Tobias Dombrowa

Personal information
- Date of birth: 24 July 1999 (age 27)
- Place of birth: Potsdam, Germany
- Height: 1.70 m (5 ft 7 in)
- Position: Midfielder

Team information
- Current team: 1. FC Lokomotive Leipzig
- Number: 34

Youth career
- 0000–2011: Fortuna Babelsberg
- 2011–2017: SV Babelsberg 03

Senior career*
- Years: Team / Apps / (Gls)
- 2017–2021: SV Babelsberg 03 / 71 / (8)
- 2021–2022: SV Meppen / 11 / (0)
- 2022–: 1. FC Lokomotive Leipzig / 134 / (5)

= Tobias Dombrowa =

German footballer

Tobias Dombrowa (born 24 July 1999) is a German professional footballer who plays as a midfielder for 1. FC Lokomotive Leipzig.

==Career==
===SV Babelsberg 03===
Born in Potsdam, Dombrowa played youth football for Fortuna Babelsberg before joining SV Babelsberg 03 in 2011. In July 2017, Dombrowa signed a four-year first-team contract with Babelsberg.

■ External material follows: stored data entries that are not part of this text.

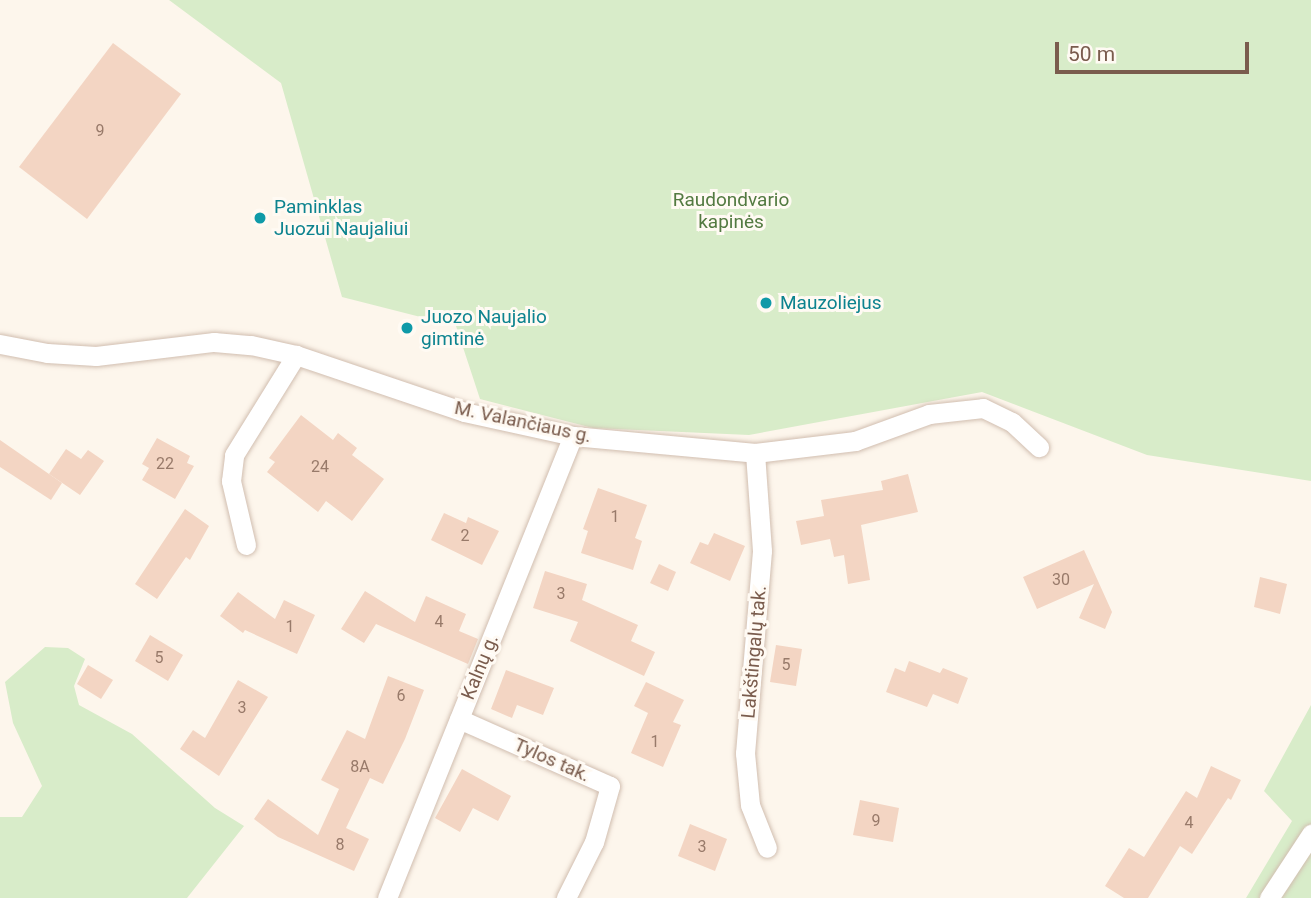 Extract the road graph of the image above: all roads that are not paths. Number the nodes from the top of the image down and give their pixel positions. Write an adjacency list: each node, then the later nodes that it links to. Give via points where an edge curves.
1 (0, 344): 2 (street, M. Valančiaus g., via 96,356 214,342)
2 (296, 355): 3 (street, M. Valančiaus g., via 464,412); 6 (street, via 234,455 231,481)
3 (573, 436): 5 (street, M. Valančiaus g.); 7 (street, Kalnų g.)
4 (1039, 447): 5 (street, M. Valančiaus g., via 1012,422 983,408 929,414 855,442)
5 (755, 453): 9 (street, Lakštingalų tak., via 762,551 745,754 750,805)
6 (246, 545)
7 (459, 719): 10 (street, Kalnų g.); 11 (street, Tylos tak., via 610,786 594,842)
8 (1311, 834): 12 (street)
9 (767, 848)
10 (387, 898)
11 (566, 898)
12 (1269, 898) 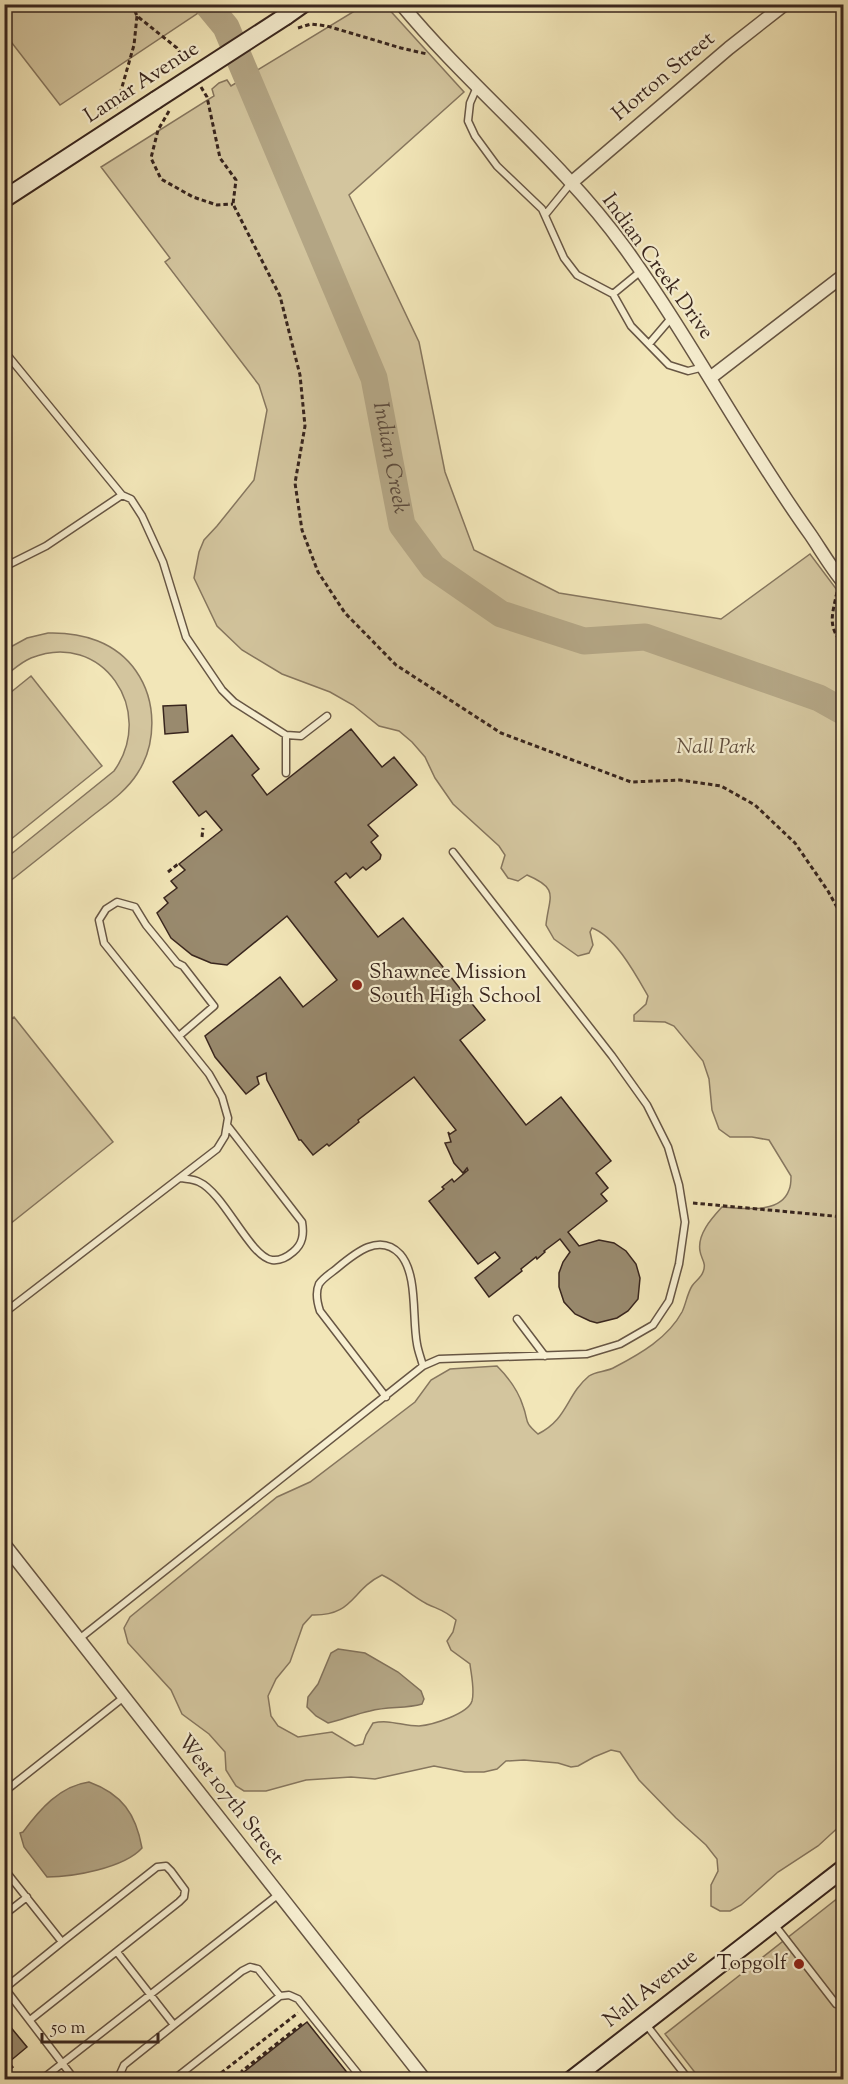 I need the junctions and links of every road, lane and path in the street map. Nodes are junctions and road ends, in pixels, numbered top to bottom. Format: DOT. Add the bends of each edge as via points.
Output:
graph roads {
  1 [pos="132,4"];
  2 [pos="303,4"];
  3 [pos="401,4"];
  4 [pos="785,4"];
  5 [pos="137,16"];
  6 [pos="291,22"];
  7 [pos="441,49"];
  8 [pos="189,67"];
  9 [pos="477,86"];
  10 [pos="201,87"];
  11 [pos="163,104"];
  12 [pos="111,130"];
  13 [pos="571,183"];
  14 [pos="4,199"];
  15 [pos="233,204"];
  16 [pos="545,215"];
  17 [pos="641,271"];
  18 [pos="843,275"];
  19 [pos="613,294"];
  20 [pos="673,317"];
  21 [pos="649,344"];
  22 [pos="4,351"];
  23 [pos="704,367"];
  24 [pos="710,378"];
  25 [pos="122,495"];
  26 [pos="4,567"];
  27 [pos="842,579"];
  28 [pos="843,646"];
  29 [pos="327,716"];
  30 [pos="286,735"];
  31 [pos="286,773"];
  32 [pos="203,828"];
  33 [pos="202,837"];
  34 [pos="453,852"];
  35 [pos="178,864"];
  36 [pos="168,872"];
  37 [pos="843,920"];
  38 [pos="179,1036"];
  39 [pos="227,1125"];
  40 [pos="181,1178"];
  41 [pos="681,1202"];
  42 [pos="843,1217"];
  43 [pos="4,1313"];
  44 [pos="517,1319"];
  45 [pos="545,1356"];
  46 [pos="423,1366"];
  47 [pos="386,1397"];
  48 [pos="4,1544"];
  49 [pos="79,1640"];
  50 [pos="124,1697"];
  51 [pos="4,1792"];
  52 [pos="843,1868"];
  53 [pos="4,1869"];
  54 [pos="279,1894"];
  55 [pos="27,1898"];
  56 [pos="4,1915"];
  57 [pos="773,1923"];
  58 [pos="62,1942"];
  59 [pos="117,1952"];
  60 [pos="5,1988"];
  61 [pos="150,1994"];
  62 [pos="280,1996"];
  63 [pos="843,1998"];
  64 [pos="300,2011"];
  65 [pos="30,2020"];
  66 [pos="307,2020"];
  67 [pos="645,2022"];
  68 [pos="174,2025"];
  69 [pos="63,2063"];
  70 [pos="221,2073"];
  71 [pos="41,2079"];
  72 [pos="75,2079"];
  73 [pos="123,2079"];
  74 [pos="173,2079"];
  75 [pos="248,2079"];
  76 [pos="363,2079"];
  77 [pos="425,2079"];
  78 [pos="571,2079"];
  79 [pos="689,2079"];
  1 -- 5 [label="path"];
  2 -- 6 [label="street, Lamar Avenue"];
  3 -- 7 [label="street, Indian Creek Drive"];
  4 -- 13 [label="street, Horton Street"];
  5 -- 8 [label="path" via="177,48"];
  5 -- 12 [label="path" via="134,45"];
  6 -- 7 [label="path" via="327,26 429,54"];
  6 -- 11 [label="street, Lamar Avenue, bridge"];
  7 -- 9 [label="street, Indian Creek Drive"];
  9 -- 13 [label="street, Indian Creek Drive"];
  9 -- 16 [label="lane" via="468,121 475,136 496,166"];
  10 -- 15 [label="path" via="207,97 220,158 236,180"];
  11 -- 12 [label="street, Lamar Avenue"];
  11 -- 15 [label="path" via="151,158 161,179 193,197 217,205"];
  12 -- 14 [label="street, Lamar Avenue"];
  13 -- 16 [label="lane"];
  13 -- 17 [label="street, Indian Creek Drive"];
  15 -- 37 [label="path" via="269,272 288,321 300,375 305,426 295,483 302,530 318,572 345,613 396,665 501,733 631,782 680,780 721,786 755,805 795,843"];
  16 -- 19 [label="lane" via="564,258 578,275"];
  17 -- 19 [label="lane"];
  17 -- 20 [label="street, Indian Creek Drive"];
  18 -- 24 [label="street"];
  19 -- 21 [label="lane" via="631,326"];
  20 -- 21 [label="lane"];
  20 -- 23 [label="street, Indian Creek Drive"];
  21 -- 23 [label="lane" via="679,370"];
  22 -- 25 [label="lane"];
  23 -- 24 [label="street, Indian Creek Drive"];
  24 -- 27 [label="street, Indian Creek Drive" via="758,458"];
  25 -- 26 [label="lane" via="46,546"];
  25 -- 30 [label="lane" via="131,499 142,516 163,562 186,637 222,690"];
  27 -- 28 [label="path" via="832,617 834,634"];
  29 -- 30 [label="lane" via="301,736"];
  30 -- 31 [label="lane"];
  32 -- 33 [label="path"];
  34 -- 41 [label="lane" via="647,1104 668,1147"];
  35 -- 36 [label="path"];
  38 -- 38 [label="lane" via="214,1006 135,907 117,902 99,920 104,943"];
  38 -- 39 [label="lane" via="218,1089"];
  39 -- 40 [label="lane" via="217,1149"];
  39 -- 40 [label="lane" via="302,1222 304,1234 296,1249 283,1259 270,1260 259,1252 216,1196 200,1182"];
  40 -- 43 [label="lane"];
  41 -- 42 [label="path"];
  41 -- 45 [label="lane" via="685,1222 679,1264 669,1301 653,1325 620,1344 588,1354"];
  44 -- 45 [label="lane"];
  45 -- 46 [label="lane" via="439,1359"];
  46 -- 47 [label="lane"];
  46 -- 47 [label="lane" via="408,1268 392,1247 365,1247 321,1280 317,1303"];
  47 -- 49 [label="lane"];
  48 -- 49 [label="street, West 107th Street"];
  49 -- 50 [label="street, West 107th Street"];
  50 -- 51 [label="lane"];
  50 -- 54 [label="street, West 107th Street"];
  52 -- 57 [label="street, Nall Avenue"];
  53 -- 55 [label="lane"];
  54 -- 61 [label="lane"];
  54 -- 77 [label="street, West 107th Street"];
  55 -- 56 [label="lane"];
  55 -- 58 [label="lane"];
  57 -- 63 [label="lane" via="836,2004"];
  57 -- 67 [label="street, Nall Avenue"];
  58 -- 59 [label="lane" via="158,1867 166,1866 185,1890 184,1897"];
  58 -- 60 [label="lane"];
  59 -- 61 [label="lane"];
  59 -- 65 [label="lane"];
  60 -- 65 [label="lane"];
  61 -- 68 [label="lane"];
  61 -- 69 [label="lane"];
  62 -- 68 [label="lane" via="258,1969 250,1967"];
  62 -- 74 [label="lane"];
  62 -- 76 [label="lane" via="297,1999"];
  64 -- 70 [label="path"];
  65 -- 69 [label="lane"];
  66 -- 75 [label="path" via="242,2071"];
  67 -- 78 [label="street, Nall Avenue"];
  67 -- 79 [label="lane"];
  68 -- 73 [label="lane" via="124,2066 120,2073"];
  69 -- 71 [label="lane"];
  69 -- 72 [label="lane"];
} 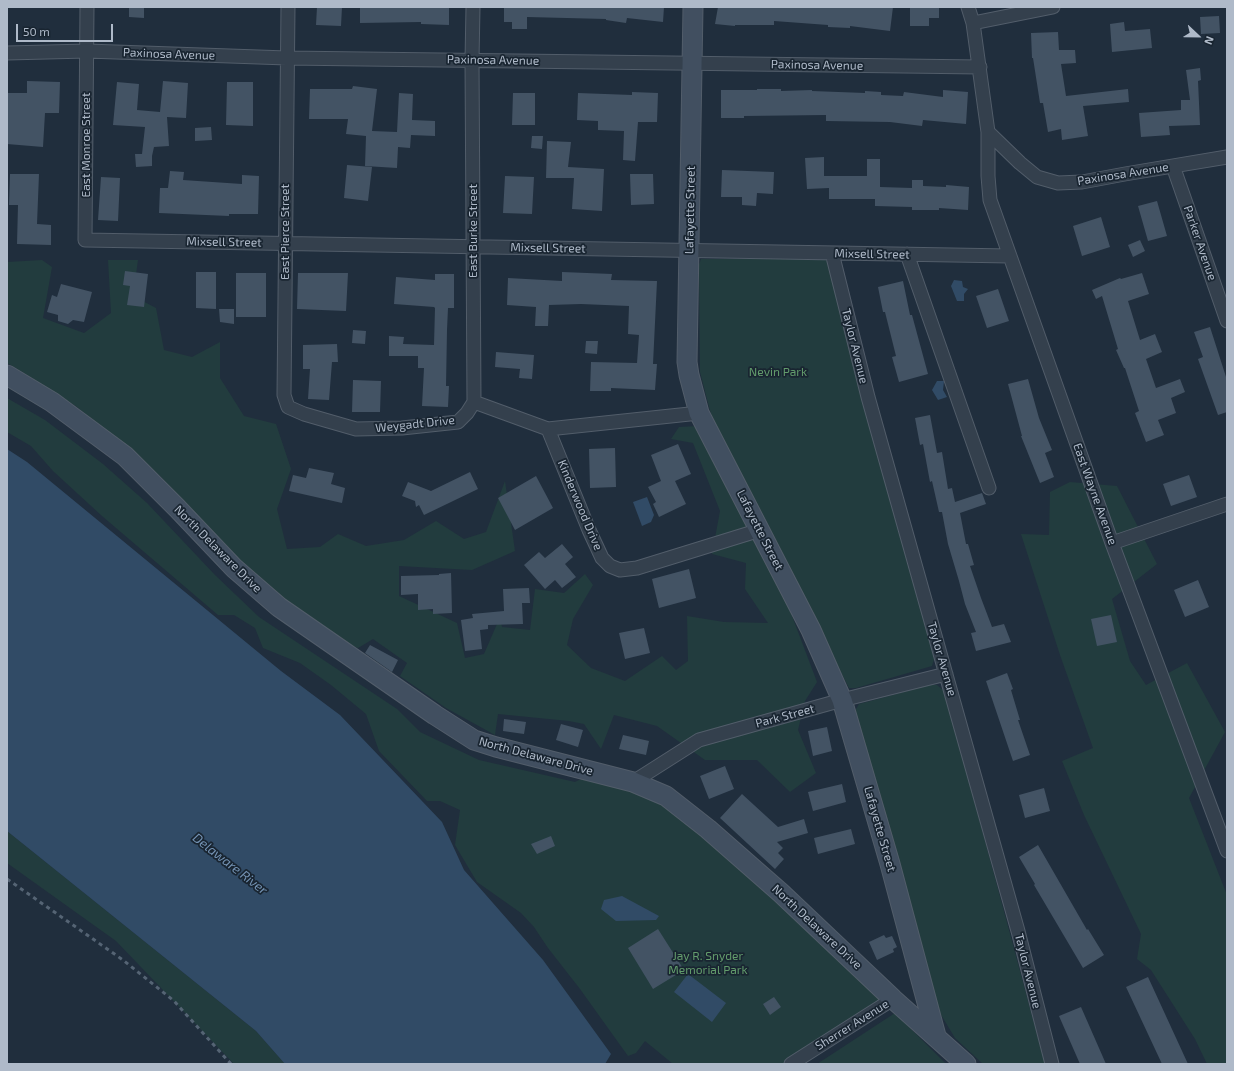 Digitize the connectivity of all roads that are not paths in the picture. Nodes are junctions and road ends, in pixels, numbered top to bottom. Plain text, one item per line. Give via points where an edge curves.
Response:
1 (87, 7) edge
2 (288, 7) edge
3 (473, 7) edge
4 (693, 7) edge
5 (968, 7) edge
6 (1053, 7) edge
7 (973, 23) junction
8 (87, 51) junction
9 (7, 53) edge
10 (287, 58) junction
11 (472, 60) junction
12 (692, 63) junction
13 (980, 67) junction
14 (988, 132) junction
15 (1227, 156) edge
16 (1173, 166) junction
17 (85, 240) joint
18 (285, 244) junction
19 (473, 247) junction
20 (689, 251) junction
21 (832, 253) junction
22 (907, 254) junction
23 (1010, 256) junction
24 (1227, 321) edge
25 (7, 375) edge
26 (474, 402) junction
27 (288, 407) joint
28 (700, 413) junction
29 (548, 429) junction
30 (989, 488) dead end
31 (1227, 504) edge
32 (760, 530) junction
33 (1112, 543) junction
34 (946, 674) junction
35 (842, 700) junction
36 (633, 782) junction
37 (1227, 851) edge
38 (893, 999) junction
39 (936, 1036) junction
40 (791, 1064) edge
41 (966, 1064) edge
42 (1052, 1064) edge

1 - 8 street, East Monroe Street
2 - 10 street, East Pierce Street
3 - 11 street, East Burke Street
4 - 12 main road, Lafayette Street
5 - 7 street, East Wayne Avenue
6 - 7 street
7 - 13 street, East Wayne Avenue
8 - 9 street, Paxinosa Avenue
8 - 10 street, Paxinosa Avenue
8 - 17 street, East Monroe Street
10 - 11 street, Paxinosa Avenue
10 - 18 street, East Pierce Street
11 - 12 street, Paxinosa Avenue
11 - 19 street, East Burke Street
12 - 13 street, Paxinosa Avenue
12 - 20 main road, Lafayette Street
13 - 14 street, East Wayne Avenue
14 - 16 street, Paxinosa Avenue via 1037,177 1058,183 1082,182
14 - 23 street, East Wayne Avenue via 990,200
15 - 16 street, Paxinosa Avenue
16 - 24 street, Parker Avenue
17 - 18 street, Mixsell Street
18 - 19 street, Mixsell Street
18 - 27 street, East Pierce Street via 284,394
19 - 20 street, Mixsell Street
19 - 26 street, East Burke Street
20 - 21 street, Mixsell Street
20 - 28 main road, Lafayette Street via 687,362 688,375
21 - 22 street, Mixsell Street
21 - 34 street, Taylor Avenue via 868,397
22 - 23 street, Mixsell Street
22 - 30 street
23 - 33 street, East Wayne Avenue
25 - 36 main road, North Delaware Drive via 52,402 125,456 234,568 279,607 435,715 474,740
26 - 27 street, Weygadt Drive via 458,422 402,428 356,429
26 - 29 street
28 - 29 street
28 - 32 main road, Lafayette Street
29 - 32 street, Kinderwood Drive via 589,530 602,558 610,566 620,570 637,568
31 - 33 street
32 - 35 main road, Lafayette Street via 811,630
33 - 37 street, East Wayne Avenue
34 - 35 street, Park Street
34 - 42 street, Taylor Avenue via 1018,931
35 - 36 street, Park Street via 699,740
35 - 39 main road, Lafayette Street via 890,864
36 - 38 main road, North Delaware Drive via 666,796 708,829 781,893
38 - 39 main road, North Delaware Drive
38 - 40 street, Sherrer Avenue
39 - 41 main road, North Delaware Drive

He made his professional debut as an 84th-minute substitute in a 2–1 Regionalliga Nordost victory over Hertha BSC II on 30 July 2017. He made 11 appearances across the 2017–18 season. He scored the first goal of his career on 8 August 2018 with the third goal of a 5–0 win over Berliner AK 07. Over four seasons at Babelsberg, Dombrowa scored 8 goals in 71 appearances.

===SV Meppen===
On 19 June 2021, Dombrowa signed for 3. Liga side SV Meppen on a two-year contract. He made his 3. Liga debut on 24 July 2021 in a 3–1 defeat to Hallescher FC.